Los capitalistas y sus respectivos Estados siempre conciben sus estrategias (guerra, guerra civil, gubernamentalidad) en relación con la situación del mercado mundial y los peligros políticos que allí se presentan. Son estrategias que se construyen en el curso de los conflictos y que son dosificadas de acuerdo con las resistencias, el grado de oposición y las confrontaciones con las que se encuentran en el camino. Pero no debemos cometer el error de separar un Sur “violento” y un Norte “apaciguado”: se trata del mismo capital, del mismo poder, de la misma guerra. Los neoliberales, guiados por un odio de clase del que carecen sus oponentes, no se equivocaron al movilizarse en América Latina. No solo porque el capitalismo es un “mercado global” de forma inmediata, sino también porque la revolución, que por primera vez en la historia aparece como mundial, tenía en el Sur su hogar más activo. Tenía que ser aplastada como requisito previo de cualquier “gubernamentalidad”, incluso si tenía que aliarse con fascistas, torturadores y criminales –y, por ende, legitimarlos–. Algo que los liberales (neo o no) están siempre dispuestos a hacer y a volver a hacer cada vez que la “propiedad privada” esté amenazada, incluso de manera virtual.

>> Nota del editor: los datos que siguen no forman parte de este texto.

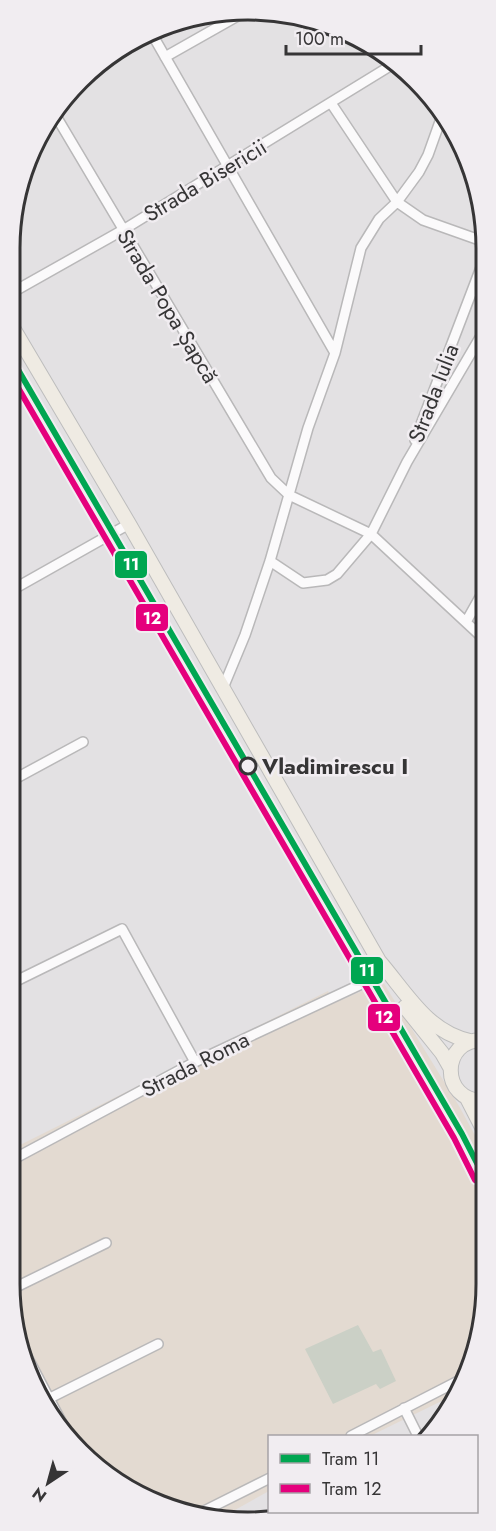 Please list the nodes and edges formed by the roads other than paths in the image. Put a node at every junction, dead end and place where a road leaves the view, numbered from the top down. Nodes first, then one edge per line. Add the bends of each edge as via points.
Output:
1 (230, 20) edge
2 (155, 40) edge
3 (165, 57) junction
4 (388, 68) edge
5 (331, 103) junction
6 (58, 120) edge
7 (440, 124) edge
8 (228, 167) junction
9 (397, 202) junction
10 (123, 230) junction
11 (476, 239) edge
12 (476, 281) edge
13 (20, 288) edge
14 (20, 340) edge
15 (476, 344) edge
16 (335, 353) junction
17 (407, 462) junction
18 (289, 495) junction
19 (129, 524) junction
20 (371, 534) junction
21 (270, 561) junction
22 (20, 585) edge
23 (476, 604) edge
24 (466, 622) junction
25 (476, 631) edge
26 (223, 688) junction
27 (82, 742) dead end
28 (20, 776) edge
29 (381, 968) junction
30 (20, 979) edge
31 (476, 1040) edge
32 (476, 1041) edge
33 (195, 1062) junction
34 (450, 1067) junction
35 (467, 1098) junction
36 (476, 1100) edge
37 (476, 1115) edge
38 (20, 1156) edge
39 (106, 1243) dead end
40 (20, 1285) edge
41 (158, 1344) dead end
42 (453, 1383) edge
43 (51, 1398) edge
44 (404, 1408) junction
45 (355, 1435) edge
46 (417, 1435) edge
47 (268, 1479) edge
48 (209, 1508) edge

1 - 3 street
2 - 3 street
3 - 8 street
4 - 5 street, Strada Bisericii
5 - 8 street, Strada Bisericii
5 - 9 street
6 - 10 street, Strada Popa Șapcă
7 - 9 street via 419,172
8 - 10 street, Strada Bisericii
8 - 16 street
9 - 11 street via 423,220
9 - 16 street via 379,219 361,248
10 - 13 street, Strada Bisericii
10 - 18 street, Strada Popa Șapcă via 271,478
12 - 17 street, Strada Iulia
14 - 19 main road
15 - 17 street, Strada Iulia
16 - 18 street
17 - 20 street, Strada Iulia
18 - 20 street
18 - 21 street
19 - 22 street
19 - 26 main road
20 - 21 street, Strada Iulia via 337,574 327,580 303,583
20 - 24 street
21 - 26 street
23 - 24 street
24 - 25 street
26 - 29 main road
27 - 28 street
29 - 31 main road via 440,1029 457,1039
29 - 33 street, Strada Roma
29 - 34 main road
30 - 33 street via 122,929
32 - 34 main road via 455,1054
33 - 38 street, Strada Roma
34 - 35 main road via 454,1085
35 - 36 main road
35 - 37 main road
39 - 40 street
41 - 43 street
42 - 44 street
44 - 45 street
44 - 46 street
47 - 48 street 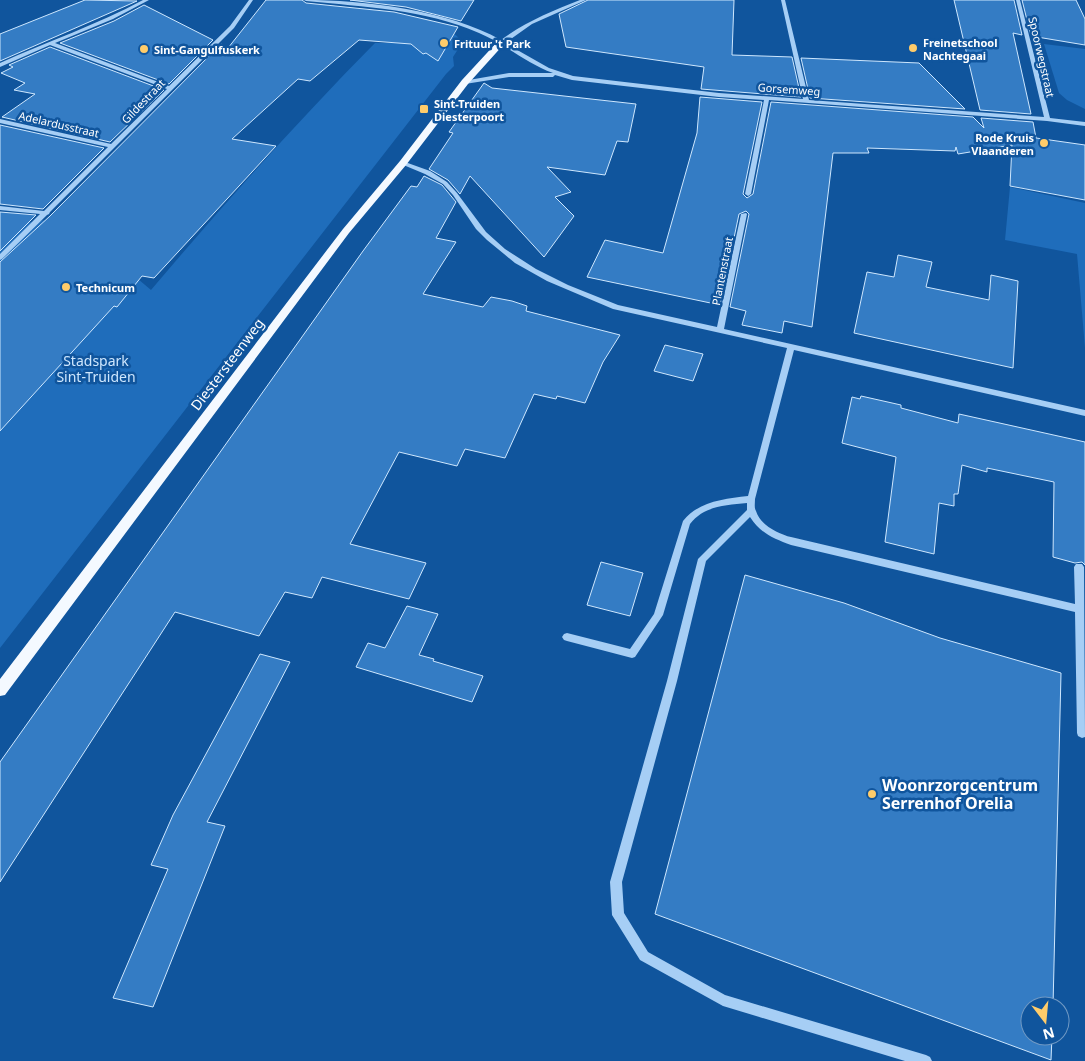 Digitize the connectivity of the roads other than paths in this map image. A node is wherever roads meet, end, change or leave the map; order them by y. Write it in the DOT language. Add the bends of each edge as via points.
graph roads {
  1 [pos="147,0"];
  2 [pos="251,0"];
  3 [pos="306,0"];
  4 [pos="584,0"];
  5 [pos="783,0"];
  6 [pos="1018,0"];
  7 [pos="569,2"];
  8 [pos="49,43"];
  9 [pos="501,43"];
  10 [pos="0,65"];
  11 [pos="558,75"];
  12 [pos="465,82"];
  13 [pos="169,88"];
  14 [pos="767,98"];
  15 [pos="806,100"];
  16 [pos="1047,119"];
  17 [pos="0,121"];
  18 [pos="1085,124"];
  19 [pos="113,146"];
  20 [pos="403,163"];
  21 [pos="748,194"];
  22 [pos="0,208"];
  23 [pos="46,213"];
  24 [pos="744,214"];
  25 [pos="0,258"];
  26 [pos="720,331"];
  27 [pos="791,347"];
  28 [pos="1085,413"];
  29 [pos="751,499"];
  30 [pos="751,511"];
  31 [pos="1079,567"];
  32 [pos="1080,609"];
  33 [pos="567,637"];
  34 [pos="0,690"];
  35 [pos="1082,733"];
  36 [pos="926,1061"];
  1 -- 8 [label="street" via="106,21"];
  2 -- 13 [label="street, Gildestraat" via="232,27"];
  3 -- 9 [label="street" via="431,16 481,32"];
  4 -- 7 [label="street"];
  5 -- 15 [label="street"];
  6 -- 16 [label="street, Spoorwegstraat"];
  7 -- 9 [label="street" via="520,28"];
  8 -- 10 [label="street"];
  8 -- 13 [label="street"];
  9 -- 11 [label="street, Gorsemweg"];
  9 -- 12 [label="main road, Diestersteenweg"];
  11 -- 12 [label="street" via="509,75"];
  11 -- 14 [label="street, Gorsemweg" via="652,88"];
  12 -- 20 [label="main road, Diestersteenweg"];
  13 -- 19 [label="street, Gildestraat"];
  14 -- 15 [label="street, Gorsemweg"];
  14 -- 21 [label="street"];
  15 -- 16 [label="street, Gorsemweg"];
  16 -- 18 [label="street, Gorsemweg"];
  17 -- 19 [label="street, Adelardusstraat"];
  19 -- 23 [label="street, Gildestraat"];
  20 -- 26 [label="street" via="432,174 449,187 487,238 511,257 566,288 616,307"];
  20 -- 34 [label="main road, Diestersteenweg" via="346,231"];
  22 -- 23 [label="street"];
  23 -- 25 [label="street, Gildestraat"];
  24 -- 26 [label="street, Plantenstraat"];
  26 -- 27 [label="street"];
  27 -- 28 [label="street"];
  27 -- 29 [label="street"];
  29 -- 30 [label="street"];
  29 -- 33 [label="street" via="714,505 691,514 658,615 632,654"];
  30 -- 32 [label="street" via="761,526 791,541"];
  30 -- 36 [label="street" via="702,559 616,882 618,914 644,956 723,1000"];
  31 -- 32 [label="street"];
  32 -- 35 [label="street"];
}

En el siglo XX, el capital no solo se enfrentó con la conflictividad del trabajo, sino también con el ciclo revolucionario más amplio e intenso de la historia. La revolución mundial fue portadora de novedades que los revolucionarios no reconocieron, valoraron ni organizaron: la revolución no depende del desarrollo de las fuerzas productivas (trabajo, ciencia, tecnología), sino del nivel y la intensidad de la organización política; dejó de ser el coto de la clase obrera, ya que desde la Revolución francesa, una gran parte de las revoluciones victoriosas han sido llevadas adelante por “campesinos”.
Para tratar de entender lo que nos está sucediendo, debemos volver a principios del siglo XX. La cita de Michael Löwy en el epígrafe de este capítulo es una buena síntesis, fiel y eficaz, del pensamiento de Walter Benjamin, uno de los pocos marxistas que fue capaz de captar plenamente la ruptura que representan la guerra total y el fascismo. La definición que brinda del capitalismo amplía y radicaliza la de Marx, ya que el capital es para él tanto producción como guerra, poder de creación y poder de destrucción: solo el “triunfo sobre las clases subalternas” hace posible las transformaciones del sistema productivo, del poder, de la ley, la propiedad y el Estado.
Esta dinámica es la que se encuentra en la base del neoliberalismo, cuyo “triunfo histórico” –un triunfo en el que el fascismo desempeña una vez más un papel preponderante– remite a la “revolución mundial”. Victoria sobre clases subordinadas muy diferentes a las que Benjamin tenía en mente: como la mayoría de los marxistas europeos de esa época, le costaba apreciar la importancia de la lucha anticolonial. Y, sin embargo, si el París de entreguerras ya no era la capital de la época, como en el siglo XIX, desempeñó un papel decisivo en las revoluciones por venir como “capital del tercer mundo”. La gran mayoría de los dirigentes que lideraron las luchas de liberación nacional contra el colonialismo, 4motor de la revolución mundial, se formó en la encrucijada de las migraciones asiáticas, africanas y sudamericanas.